Las relecturas de esta novela nos revelan lo que Reynoso terminó haciendo en los últimos años. A nuestro autor, de a pocos, le interesaban cada vez menos los cotos impuestos por los géneros literarios. Una lectura atenta de El goce de la piel (2005), En busca de la sonrisa encontrada (2012) y Arequipa, lámpara incandescente (2014), son una proyección de esa actitud de Reynoso hacia los géneros. Tengamos en cuenta que desde hace ya varios años se perfilaba como un escritor ajeno a las reglas narrativas. Lo que le interesaba ante todo era escribir, y en ese proceso de escritura patentizar todavía más el placer erótico que le generaba precisamente la escritura. Ese aparente desorden que a más de un entendido en narratología le generaría patatús, resultaba en Reynoso una virtud, una suerte de profecía de lo que años después se haría pasar como nuevo en la narrativa peruana última, puesto que en estos libros breves asistíamos a una poética más descansada, pero no menos letal en trasmisión. Por esta razón, ahora podemos entender su sonrisa e ironía, viendo sentado, con una vaso de cerveza en la mano, lo que otros realizan denodadamente con esfuerzo lo que él ya había hecho años atrás.

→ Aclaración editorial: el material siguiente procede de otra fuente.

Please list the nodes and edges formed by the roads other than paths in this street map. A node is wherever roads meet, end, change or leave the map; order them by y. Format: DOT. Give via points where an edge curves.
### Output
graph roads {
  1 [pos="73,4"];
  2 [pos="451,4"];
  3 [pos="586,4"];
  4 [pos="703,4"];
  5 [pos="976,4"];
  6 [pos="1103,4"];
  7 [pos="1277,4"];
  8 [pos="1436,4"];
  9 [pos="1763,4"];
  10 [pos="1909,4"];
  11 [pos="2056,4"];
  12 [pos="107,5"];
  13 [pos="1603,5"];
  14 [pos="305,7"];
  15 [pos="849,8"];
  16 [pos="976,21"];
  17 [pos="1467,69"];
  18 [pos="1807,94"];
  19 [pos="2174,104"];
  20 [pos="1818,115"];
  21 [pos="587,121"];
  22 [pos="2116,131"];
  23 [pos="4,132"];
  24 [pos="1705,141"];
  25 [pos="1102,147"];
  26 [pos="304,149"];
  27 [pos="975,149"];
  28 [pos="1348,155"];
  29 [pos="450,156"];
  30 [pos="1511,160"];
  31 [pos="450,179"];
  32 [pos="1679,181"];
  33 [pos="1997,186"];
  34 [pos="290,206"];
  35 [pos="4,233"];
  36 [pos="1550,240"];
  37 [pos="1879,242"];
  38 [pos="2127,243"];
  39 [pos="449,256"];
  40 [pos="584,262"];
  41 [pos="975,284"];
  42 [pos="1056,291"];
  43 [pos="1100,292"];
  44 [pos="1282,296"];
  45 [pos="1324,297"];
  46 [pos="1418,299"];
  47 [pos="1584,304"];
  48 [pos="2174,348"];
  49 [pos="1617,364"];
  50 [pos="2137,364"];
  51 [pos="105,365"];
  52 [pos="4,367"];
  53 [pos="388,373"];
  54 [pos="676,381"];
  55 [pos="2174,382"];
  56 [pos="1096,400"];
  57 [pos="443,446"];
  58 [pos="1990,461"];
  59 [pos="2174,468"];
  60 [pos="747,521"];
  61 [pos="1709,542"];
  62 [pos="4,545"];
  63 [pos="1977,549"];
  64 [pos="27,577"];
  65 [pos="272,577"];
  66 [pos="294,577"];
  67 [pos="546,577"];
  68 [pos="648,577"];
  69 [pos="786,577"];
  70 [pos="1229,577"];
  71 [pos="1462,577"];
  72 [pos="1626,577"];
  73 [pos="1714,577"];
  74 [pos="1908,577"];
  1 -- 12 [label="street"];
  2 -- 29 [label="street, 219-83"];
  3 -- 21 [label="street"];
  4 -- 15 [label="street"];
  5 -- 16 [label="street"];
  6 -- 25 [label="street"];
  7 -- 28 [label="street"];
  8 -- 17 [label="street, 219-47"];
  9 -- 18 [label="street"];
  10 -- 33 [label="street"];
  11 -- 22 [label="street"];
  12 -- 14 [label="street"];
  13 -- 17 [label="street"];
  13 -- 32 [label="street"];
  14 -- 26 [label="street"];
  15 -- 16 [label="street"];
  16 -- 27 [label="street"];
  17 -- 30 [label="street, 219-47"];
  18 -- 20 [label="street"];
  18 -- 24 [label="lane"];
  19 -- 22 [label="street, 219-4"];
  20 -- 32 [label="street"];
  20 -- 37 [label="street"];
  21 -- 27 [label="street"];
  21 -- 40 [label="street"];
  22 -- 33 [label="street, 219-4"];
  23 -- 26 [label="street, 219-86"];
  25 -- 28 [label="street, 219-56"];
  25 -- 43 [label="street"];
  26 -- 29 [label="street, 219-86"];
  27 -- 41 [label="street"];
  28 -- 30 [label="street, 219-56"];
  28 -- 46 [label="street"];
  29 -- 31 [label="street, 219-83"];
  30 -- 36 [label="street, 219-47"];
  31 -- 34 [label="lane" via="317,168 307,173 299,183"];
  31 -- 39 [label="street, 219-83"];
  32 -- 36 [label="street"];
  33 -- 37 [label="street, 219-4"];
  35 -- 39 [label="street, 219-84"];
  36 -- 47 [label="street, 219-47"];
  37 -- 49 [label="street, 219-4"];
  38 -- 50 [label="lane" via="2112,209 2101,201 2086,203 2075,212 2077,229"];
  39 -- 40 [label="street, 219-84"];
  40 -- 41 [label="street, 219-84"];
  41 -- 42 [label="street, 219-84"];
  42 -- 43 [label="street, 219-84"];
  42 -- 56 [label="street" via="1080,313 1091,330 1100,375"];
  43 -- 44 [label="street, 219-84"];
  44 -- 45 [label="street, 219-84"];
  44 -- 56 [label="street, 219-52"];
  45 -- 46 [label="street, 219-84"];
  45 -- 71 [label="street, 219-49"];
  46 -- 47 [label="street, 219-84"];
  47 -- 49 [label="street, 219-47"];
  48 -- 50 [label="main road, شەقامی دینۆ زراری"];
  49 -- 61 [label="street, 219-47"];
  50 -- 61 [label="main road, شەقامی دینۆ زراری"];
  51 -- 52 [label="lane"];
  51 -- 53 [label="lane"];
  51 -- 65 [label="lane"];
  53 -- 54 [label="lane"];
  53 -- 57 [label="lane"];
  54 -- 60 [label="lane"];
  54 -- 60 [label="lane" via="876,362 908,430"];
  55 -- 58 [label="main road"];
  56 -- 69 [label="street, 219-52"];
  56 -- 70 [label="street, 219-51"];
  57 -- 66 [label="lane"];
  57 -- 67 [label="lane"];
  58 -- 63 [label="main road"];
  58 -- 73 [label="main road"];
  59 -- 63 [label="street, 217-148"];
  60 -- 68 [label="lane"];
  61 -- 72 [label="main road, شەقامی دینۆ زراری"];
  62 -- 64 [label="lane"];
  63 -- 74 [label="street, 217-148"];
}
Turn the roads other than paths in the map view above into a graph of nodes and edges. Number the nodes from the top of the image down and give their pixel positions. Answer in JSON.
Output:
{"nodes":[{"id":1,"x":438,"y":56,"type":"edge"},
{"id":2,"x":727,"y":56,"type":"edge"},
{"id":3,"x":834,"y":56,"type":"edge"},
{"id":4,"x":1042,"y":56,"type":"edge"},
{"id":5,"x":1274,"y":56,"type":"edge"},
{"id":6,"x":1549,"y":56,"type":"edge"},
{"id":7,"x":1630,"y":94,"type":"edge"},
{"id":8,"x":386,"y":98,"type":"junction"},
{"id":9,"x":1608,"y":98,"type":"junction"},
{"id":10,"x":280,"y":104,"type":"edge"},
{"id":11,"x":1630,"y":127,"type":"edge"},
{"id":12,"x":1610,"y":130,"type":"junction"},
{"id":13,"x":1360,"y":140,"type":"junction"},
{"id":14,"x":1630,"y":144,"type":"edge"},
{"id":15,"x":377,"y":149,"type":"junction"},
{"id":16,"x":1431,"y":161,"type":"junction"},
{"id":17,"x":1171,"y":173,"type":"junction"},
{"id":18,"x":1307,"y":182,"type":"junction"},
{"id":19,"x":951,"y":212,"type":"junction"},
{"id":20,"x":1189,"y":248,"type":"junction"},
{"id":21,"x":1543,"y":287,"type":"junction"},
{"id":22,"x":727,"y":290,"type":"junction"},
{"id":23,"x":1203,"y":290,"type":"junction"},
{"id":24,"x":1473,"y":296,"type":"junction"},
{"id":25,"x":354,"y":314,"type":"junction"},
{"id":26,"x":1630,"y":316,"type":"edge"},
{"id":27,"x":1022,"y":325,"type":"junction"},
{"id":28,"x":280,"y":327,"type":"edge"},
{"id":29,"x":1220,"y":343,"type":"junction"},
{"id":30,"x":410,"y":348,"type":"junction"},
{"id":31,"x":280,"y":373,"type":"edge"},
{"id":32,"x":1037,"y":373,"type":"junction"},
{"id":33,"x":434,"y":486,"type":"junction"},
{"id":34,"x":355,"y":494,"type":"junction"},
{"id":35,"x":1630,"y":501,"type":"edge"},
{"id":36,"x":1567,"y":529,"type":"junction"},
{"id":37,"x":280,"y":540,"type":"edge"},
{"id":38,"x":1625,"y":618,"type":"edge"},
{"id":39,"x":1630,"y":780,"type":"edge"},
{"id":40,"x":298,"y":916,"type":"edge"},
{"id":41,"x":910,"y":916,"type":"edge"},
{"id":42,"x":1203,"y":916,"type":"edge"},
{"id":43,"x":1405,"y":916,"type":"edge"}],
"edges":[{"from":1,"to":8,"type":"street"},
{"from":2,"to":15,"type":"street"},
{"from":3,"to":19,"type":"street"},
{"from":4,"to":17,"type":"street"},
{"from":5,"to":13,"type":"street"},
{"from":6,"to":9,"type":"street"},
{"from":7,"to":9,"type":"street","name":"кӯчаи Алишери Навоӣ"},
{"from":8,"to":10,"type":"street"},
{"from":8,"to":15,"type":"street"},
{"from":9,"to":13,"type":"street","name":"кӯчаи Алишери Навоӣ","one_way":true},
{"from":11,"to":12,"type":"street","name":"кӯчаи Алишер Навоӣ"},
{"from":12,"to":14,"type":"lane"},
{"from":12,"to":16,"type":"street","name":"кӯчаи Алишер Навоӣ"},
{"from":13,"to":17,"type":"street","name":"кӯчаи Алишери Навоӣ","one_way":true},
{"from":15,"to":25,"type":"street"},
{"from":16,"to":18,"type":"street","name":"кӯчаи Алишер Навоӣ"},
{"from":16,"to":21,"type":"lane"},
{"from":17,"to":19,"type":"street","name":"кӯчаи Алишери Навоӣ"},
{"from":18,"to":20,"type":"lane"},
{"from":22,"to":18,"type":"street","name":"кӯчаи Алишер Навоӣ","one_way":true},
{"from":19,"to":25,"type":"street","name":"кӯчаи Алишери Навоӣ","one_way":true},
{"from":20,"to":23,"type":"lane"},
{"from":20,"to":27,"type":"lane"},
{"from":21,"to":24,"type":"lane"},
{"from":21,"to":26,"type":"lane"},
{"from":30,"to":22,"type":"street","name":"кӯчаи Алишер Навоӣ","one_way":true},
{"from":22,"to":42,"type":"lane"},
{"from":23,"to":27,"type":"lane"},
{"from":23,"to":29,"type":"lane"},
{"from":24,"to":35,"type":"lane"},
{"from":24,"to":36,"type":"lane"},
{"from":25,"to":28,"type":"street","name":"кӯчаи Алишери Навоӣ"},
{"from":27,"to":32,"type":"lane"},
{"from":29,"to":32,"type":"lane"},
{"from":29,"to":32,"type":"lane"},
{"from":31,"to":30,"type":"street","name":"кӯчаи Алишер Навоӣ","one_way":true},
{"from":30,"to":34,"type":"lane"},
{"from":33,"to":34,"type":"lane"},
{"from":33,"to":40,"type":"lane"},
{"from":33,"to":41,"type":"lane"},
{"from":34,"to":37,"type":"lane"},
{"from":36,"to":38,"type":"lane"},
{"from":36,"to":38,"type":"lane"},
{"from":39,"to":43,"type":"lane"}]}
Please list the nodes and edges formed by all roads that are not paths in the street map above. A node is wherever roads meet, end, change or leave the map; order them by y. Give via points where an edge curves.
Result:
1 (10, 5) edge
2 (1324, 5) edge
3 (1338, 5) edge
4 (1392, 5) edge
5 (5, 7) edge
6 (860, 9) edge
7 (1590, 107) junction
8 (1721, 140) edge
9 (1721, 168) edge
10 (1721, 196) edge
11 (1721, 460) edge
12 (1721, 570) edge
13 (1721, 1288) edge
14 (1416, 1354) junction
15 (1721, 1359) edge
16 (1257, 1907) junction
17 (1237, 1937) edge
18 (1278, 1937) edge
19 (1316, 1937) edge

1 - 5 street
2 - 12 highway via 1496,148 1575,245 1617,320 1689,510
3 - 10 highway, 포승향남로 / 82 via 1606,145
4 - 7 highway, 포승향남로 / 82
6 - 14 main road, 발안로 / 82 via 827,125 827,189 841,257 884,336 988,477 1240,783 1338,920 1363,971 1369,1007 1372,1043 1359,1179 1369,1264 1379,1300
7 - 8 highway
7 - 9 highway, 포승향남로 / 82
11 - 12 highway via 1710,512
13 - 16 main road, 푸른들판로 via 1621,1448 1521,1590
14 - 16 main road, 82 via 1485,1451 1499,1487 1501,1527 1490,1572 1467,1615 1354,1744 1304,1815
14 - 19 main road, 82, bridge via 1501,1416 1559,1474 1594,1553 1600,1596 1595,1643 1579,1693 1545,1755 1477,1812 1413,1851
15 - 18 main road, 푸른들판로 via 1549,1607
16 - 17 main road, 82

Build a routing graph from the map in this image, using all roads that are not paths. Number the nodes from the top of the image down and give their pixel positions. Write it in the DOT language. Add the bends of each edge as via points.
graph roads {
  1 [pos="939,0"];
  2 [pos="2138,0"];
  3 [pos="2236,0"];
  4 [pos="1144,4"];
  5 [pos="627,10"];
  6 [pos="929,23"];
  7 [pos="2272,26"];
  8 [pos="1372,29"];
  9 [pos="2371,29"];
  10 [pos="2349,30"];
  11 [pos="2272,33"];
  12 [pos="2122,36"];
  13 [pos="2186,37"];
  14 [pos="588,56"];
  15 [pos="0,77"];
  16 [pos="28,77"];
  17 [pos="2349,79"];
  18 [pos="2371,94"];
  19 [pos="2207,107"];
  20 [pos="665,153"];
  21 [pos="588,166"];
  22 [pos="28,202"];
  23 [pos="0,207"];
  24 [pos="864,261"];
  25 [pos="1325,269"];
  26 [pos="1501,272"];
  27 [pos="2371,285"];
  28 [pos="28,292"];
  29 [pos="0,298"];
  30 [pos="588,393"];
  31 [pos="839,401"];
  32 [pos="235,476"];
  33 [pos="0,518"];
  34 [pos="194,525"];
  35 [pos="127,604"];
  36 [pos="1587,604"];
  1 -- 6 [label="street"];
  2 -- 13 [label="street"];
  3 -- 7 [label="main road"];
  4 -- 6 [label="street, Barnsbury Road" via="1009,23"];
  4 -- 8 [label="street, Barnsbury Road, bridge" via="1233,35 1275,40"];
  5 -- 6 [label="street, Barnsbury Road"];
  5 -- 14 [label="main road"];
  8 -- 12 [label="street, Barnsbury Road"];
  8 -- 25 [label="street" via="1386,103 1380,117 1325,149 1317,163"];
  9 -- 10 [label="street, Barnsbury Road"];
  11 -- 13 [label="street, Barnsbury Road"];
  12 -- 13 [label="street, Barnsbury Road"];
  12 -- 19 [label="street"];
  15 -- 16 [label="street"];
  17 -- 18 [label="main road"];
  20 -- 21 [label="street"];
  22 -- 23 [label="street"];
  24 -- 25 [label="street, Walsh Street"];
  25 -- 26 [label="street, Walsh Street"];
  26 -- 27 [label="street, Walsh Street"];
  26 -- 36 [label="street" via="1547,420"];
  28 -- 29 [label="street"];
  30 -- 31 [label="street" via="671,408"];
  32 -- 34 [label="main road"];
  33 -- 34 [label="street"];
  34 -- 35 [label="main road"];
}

No lo pensemos mucho. Reynoso era una escuela viviente. Se había convertido en la Historia de la Literatura Peruana desde 1950 en adelante. Y pese a que él siempre renegó de un aislamiento literario, este aislamiento no fue del todo cierto, al menos no en la última década, en la que hubo tiempo para rescatar títulos como Las tres estaciones y El gallo gallina, en la que más de un interesado decidió trabajar su obra desde la academia, pero ante todo, fue una década en la que los lectores se conectaron mucho más con Reynoso, incluso estos lectores no necesariamente eran peruanos. Pensemos en las ediciones extranjeras de sus títulos más emblemáticos. Es decir, nuestro escritor sí llegó a sentir el reconocimiento, ya sea por los diletantes y los entendidos. Razones sobran para explicar esta situación, había en su obra calidad, furia, demonios, discurso político polémico, o sea, toda una mezcla que le permitía sintonizar con quien sea, los lectores encontraban en su escritura frescura, una parcela vital. 
No te engañes, querido lector: Oswaldo Reynoso era nuestro escritor peruano más joven. Sus libros son la mejor prueba de ello.